There were 151 households, out of which 27.8% had children under the age of 18 living with them, 68.2% were married couples living together, 1.3% had a female householder with no husband present, and 27.8% were non-families. 23.2% of all households were made up of individuals, and 11.3% had someone living alone who was 65 years of age or older. The average household size was 2.54 and the average family size was 3.03.

In the unorganized territory the population was spread out, with 24.5% under the age of 18, 6.0% from 18 to 24, 26.1% from 25 to 44, 29.2% from 45 to 64, and 14.1% who were 65 years of age or older. The median age was 41 years. For every 100 females, there were 118.9 males.
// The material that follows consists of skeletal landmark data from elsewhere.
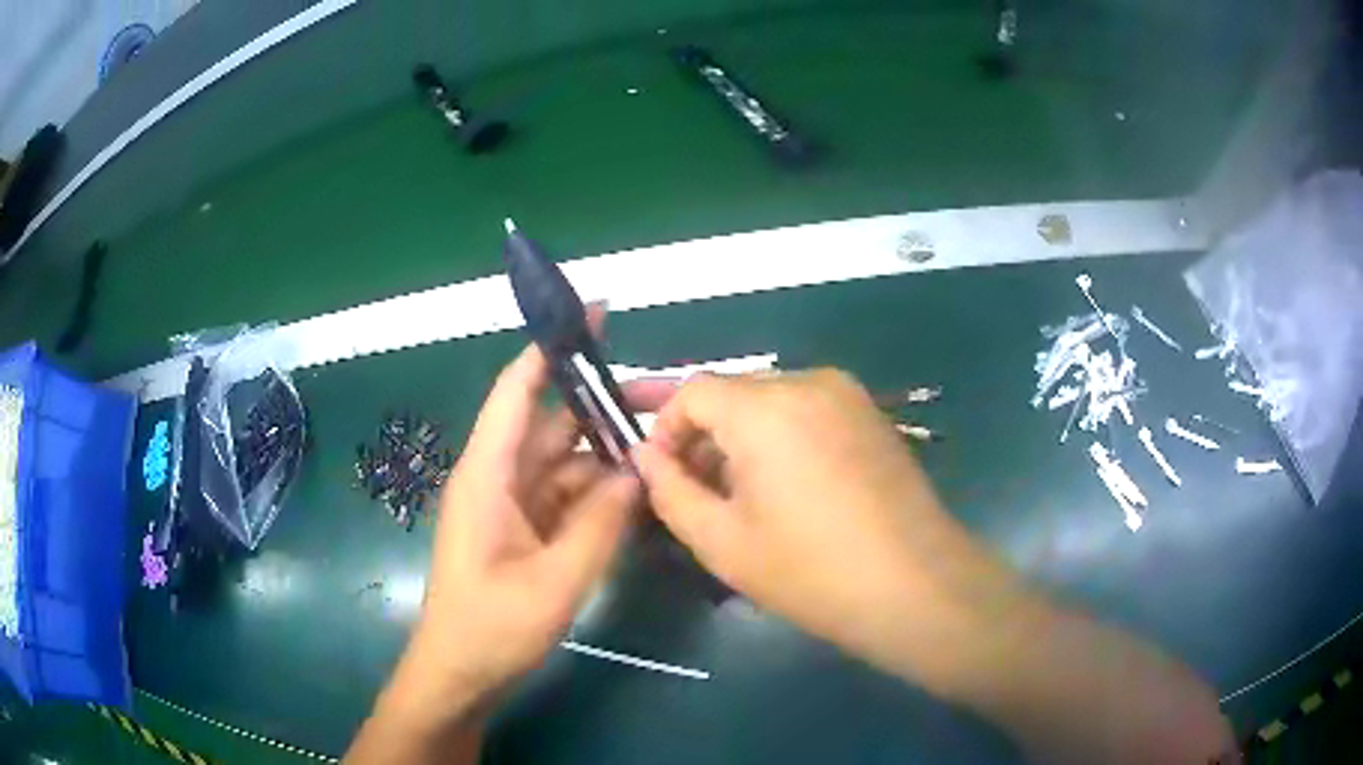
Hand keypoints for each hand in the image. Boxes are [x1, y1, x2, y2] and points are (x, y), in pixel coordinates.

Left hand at [380, 338, 670, 726]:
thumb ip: (602, 523)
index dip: (551, 347)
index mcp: (488, 474)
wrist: (460, 675)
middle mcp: (498, 478)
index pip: (518, 390)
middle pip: (551, 423)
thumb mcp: (556, 580)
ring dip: (606, 455)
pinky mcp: (524, 532)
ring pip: (564, 462)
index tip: (594, 314)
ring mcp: (512, 507)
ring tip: (661, 446)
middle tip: (661, 396)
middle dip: (600, 406)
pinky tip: (637, 494)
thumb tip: (640, 471)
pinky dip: (599, 492)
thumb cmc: (492, 628)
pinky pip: (566, 497)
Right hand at [633, 369, 1019, 688]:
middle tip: (697, 490)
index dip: (665, 429)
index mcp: (764, 407)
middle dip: (704, 436)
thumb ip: (669, 490)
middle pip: (733, 393)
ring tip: (742, 495)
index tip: (663, 476)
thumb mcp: (721, 541)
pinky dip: (782, 437)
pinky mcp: (871, 415)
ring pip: (771, 401)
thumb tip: (645, 456)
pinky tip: (789, 489)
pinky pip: (807, 411)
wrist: (915, 585)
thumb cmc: (810, 571)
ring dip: (743, 437)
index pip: (692, 391)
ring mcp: (847, 395)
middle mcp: (806, 382)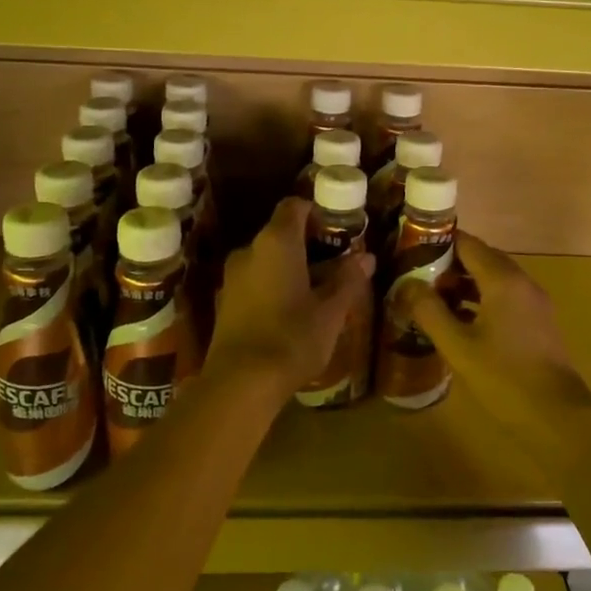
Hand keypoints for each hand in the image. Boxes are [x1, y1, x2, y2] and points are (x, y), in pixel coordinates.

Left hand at [204, 198, 374, 400]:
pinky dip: (273, 287)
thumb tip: (366, 258)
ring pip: (266, 260)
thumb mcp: (331, 312)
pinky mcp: (224, 303)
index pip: (294, 206)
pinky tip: (291, 314)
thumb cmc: (292, 338)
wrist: (239, 384)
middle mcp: (249, 250)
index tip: (338, 229)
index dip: (316, 212)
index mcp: (276, 242)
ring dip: (291, 268)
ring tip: (317, 293)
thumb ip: (348, 280)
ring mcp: (232, 277)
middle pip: (280, 234)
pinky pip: (254, 282)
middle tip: (336, 265)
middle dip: (308, 245)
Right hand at [393, 231, 590, 465]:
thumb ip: (429, 311)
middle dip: (448, 265)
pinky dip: (480, 300)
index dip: (438, 243)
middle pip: (481, 258)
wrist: (558, 417)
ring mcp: (533, 302)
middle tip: (415, 276)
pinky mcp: (537, 322)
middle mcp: (521, 282)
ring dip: (463, 284)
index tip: (410, 251)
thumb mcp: (457, 346)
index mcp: (502, 280)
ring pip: (493, 279)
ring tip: (431, 299)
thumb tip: (406, 285)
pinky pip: (504, 297)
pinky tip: (459, 321)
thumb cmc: (504, 378)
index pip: (467, 244)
For every 100 females age 18 and over, there were 114.1 males.

The median income for a household in the unorganized territory was $32,083, and the median income for a family was $32,857. Males had a median income of $35,156 versus $40,179 for females. The per capita income for the unorganized territory was $16,555. About 14.6% of families and 18.2% of the population were below the poverty line, including 31.9% of those under age 18 and 12.9% of those age 65 or over.